Gaius finished quickly and turned around - not before laying a tender hand on Merlin's head and running it through the raven locks in a comforting and affectionate gesture. He sighed and took a wooden chair, placing it near the bed and collapsing onto it, exhausted. Arthur sat down on the floor next to him, his back resting on the bedside table.
"Gaius?" he called, uncertain and hating with all himself the slight shake of his voice - he wasn't weak, he wasn't scared and he was definitely not going to cry over a servant. "How is he?"
The old man sighed again and to Arthur he seemed a thousand years older than a few hours prior. "It's difficult to say," he began, "his condition is extremely severe. The dagger has grazed his left lung, creating a tiny hole in it, and causing an abnormality in his respiration. If the air escapes from the lung and into the chest around the lung, the lung can collapse inside the chest. Then, there is the blood loss, quite severe on its own. A small quantity of blood might have entered through the hole, and it may cause an infection," he explained, placing a wet rag on Merlin's forehead to lower his temperature.
"But he'll be alright," Arthur said, and his words were more of a question than an affirmation - he had wanted to sound sure and strong but he hadn't quite managed it.
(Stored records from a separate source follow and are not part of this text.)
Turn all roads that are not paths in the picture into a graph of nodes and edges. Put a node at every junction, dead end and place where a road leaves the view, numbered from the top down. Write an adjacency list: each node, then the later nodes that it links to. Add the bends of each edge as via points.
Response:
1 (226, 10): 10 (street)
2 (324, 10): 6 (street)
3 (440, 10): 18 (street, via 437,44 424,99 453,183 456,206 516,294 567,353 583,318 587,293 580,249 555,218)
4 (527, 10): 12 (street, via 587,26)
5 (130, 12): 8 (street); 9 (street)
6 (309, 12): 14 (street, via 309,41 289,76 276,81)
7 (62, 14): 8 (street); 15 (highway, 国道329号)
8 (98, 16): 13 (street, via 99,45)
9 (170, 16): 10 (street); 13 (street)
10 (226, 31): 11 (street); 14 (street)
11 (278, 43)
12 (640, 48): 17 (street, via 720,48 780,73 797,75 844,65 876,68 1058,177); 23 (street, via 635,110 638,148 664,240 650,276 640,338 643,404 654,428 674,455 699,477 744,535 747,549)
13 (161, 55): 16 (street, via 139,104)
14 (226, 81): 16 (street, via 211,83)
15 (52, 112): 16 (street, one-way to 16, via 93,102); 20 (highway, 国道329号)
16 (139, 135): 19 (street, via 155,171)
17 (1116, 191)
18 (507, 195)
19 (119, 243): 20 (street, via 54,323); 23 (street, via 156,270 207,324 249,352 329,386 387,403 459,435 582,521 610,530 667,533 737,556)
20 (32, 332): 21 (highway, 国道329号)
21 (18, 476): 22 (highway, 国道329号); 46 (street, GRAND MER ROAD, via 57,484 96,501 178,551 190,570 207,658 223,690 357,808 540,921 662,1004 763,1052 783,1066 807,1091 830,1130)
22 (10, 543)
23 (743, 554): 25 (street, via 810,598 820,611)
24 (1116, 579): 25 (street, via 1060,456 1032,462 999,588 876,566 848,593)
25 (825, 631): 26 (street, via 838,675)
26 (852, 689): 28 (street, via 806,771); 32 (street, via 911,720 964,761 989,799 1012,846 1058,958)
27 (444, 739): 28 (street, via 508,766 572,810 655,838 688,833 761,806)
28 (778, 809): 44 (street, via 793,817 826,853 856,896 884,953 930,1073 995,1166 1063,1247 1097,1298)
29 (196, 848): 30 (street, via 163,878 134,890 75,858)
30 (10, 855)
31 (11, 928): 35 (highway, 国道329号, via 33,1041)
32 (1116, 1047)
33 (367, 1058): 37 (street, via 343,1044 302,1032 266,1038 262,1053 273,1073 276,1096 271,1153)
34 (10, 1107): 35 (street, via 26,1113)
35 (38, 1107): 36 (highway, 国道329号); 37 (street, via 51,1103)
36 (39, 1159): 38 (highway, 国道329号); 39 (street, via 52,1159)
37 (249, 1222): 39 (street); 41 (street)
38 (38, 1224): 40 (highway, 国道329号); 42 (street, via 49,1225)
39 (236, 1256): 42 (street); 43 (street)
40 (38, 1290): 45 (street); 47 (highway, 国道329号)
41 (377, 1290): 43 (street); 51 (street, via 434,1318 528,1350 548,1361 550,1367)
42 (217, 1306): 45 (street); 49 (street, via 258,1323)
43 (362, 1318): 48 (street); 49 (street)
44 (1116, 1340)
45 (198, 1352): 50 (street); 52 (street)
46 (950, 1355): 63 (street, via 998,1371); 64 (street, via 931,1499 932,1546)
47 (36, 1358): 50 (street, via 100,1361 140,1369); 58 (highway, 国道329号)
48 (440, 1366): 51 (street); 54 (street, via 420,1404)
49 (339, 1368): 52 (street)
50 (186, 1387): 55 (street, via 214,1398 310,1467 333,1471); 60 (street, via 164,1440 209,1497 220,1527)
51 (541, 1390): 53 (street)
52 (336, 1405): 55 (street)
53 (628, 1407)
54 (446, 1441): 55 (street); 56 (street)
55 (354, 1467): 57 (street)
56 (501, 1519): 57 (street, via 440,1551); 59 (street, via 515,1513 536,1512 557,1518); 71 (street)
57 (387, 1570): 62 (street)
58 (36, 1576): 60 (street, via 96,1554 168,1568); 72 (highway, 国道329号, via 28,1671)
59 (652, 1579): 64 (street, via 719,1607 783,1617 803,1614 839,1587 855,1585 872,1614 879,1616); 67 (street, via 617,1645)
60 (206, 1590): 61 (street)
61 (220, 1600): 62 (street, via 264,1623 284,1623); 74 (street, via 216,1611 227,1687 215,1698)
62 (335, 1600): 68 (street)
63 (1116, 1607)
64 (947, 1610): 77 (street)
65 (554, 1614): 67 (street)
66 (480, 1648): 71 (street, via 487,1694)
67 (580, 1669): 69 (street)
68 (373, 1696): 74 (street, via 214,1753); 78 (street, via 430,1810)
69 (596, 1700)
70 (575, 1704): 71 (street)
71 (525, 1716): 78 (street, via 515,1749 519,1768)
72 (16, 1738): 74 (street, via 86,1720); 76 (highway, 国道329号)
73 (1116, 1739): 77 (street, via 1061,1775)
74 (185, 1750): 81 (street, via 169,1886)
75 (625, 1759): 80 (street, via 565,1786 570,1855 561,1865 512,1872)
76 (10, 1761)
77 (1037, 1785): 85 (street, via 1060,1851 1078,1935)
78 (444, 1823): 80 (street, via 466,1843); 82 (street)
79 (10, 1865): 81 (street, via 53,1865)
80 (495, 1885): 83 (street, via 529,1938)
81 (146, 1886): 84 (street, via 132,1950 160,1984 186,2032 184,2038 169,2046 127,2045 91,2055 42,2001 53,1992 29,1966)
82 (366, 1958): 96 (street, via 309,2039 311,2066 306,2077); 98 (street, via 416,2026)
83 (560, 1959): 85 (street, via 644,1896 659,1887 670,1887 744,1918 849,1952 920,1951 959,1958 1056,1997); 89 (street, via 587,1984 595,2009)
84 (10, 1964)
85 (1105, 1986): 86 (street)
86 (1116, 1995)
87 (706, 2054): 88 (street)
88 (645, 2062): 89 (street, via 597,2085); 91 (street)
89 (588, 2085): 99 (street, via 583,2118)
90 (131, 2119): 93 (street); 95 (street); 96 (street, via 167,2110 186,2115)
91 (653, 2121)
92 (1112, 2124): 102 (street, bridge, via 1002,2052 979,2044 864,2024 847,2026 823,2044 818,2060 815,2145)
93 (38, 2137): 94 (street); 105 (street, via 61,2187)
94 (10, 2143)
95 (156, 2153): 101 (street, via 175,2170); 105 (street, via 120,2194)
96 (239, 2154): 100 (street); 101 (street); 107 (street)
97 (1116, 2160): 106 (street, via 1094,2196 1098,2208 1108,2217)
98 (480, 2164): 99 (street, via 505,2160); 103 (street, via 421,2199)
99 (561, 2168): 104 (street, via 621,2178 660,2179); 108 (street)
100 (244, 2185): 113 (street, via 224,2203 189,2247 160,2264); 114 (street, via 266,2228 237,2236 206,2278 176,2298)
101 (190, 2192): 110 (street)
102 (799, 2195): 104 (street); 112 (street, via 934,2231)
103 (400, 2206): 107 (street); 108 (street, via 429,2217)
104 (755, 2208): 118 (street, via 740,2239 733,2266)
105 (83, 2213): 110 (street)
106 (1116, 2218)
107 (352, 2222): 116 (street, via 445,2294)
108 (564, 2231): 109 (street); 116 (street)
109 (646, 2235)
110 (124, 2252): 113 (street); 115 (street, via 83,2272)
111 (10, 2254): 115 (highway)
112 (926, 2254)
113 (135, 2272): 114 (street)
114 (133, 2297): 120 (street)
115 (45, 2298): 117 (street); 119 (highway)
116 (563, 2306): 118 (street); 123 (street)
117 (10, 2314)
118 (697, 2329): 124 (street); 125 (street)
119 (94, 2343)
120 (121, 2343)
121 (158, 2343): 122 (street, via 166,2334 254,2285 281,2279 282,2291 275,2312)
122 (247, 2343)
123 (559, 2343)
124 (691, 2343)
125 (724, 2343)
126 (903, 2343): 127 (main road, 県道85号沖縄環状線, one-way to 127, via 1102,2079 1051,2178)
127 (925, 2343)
Gaius lowered his head, making the blonde's heart skip a beat in fear. "As I told you, it's difficult to say. We have to wait until he wakes up," he replied, and the unspoken "if he wakes up" went unnoticed by neither.
But they had to hope Merlin did - for his own sake, because he just deserved it - for Guinevere's, who was almost unrecognizable in her grief and fear - and for their own, because they would probably never recover from his death.
So there they stayed - the old man slumped on a wooden chair, the queen staring at the fire in shock and the king sitting on the cold floor - waiting for a lowly servant and a loyal friend to wake up.
What Gaius explains about lungs is actually true. If you think that it's strange that a medieval physician knows so many things, Gaius is omniscient in my head-canon. Oh, and there are potatoes in Camelot, so screw historical accuracy.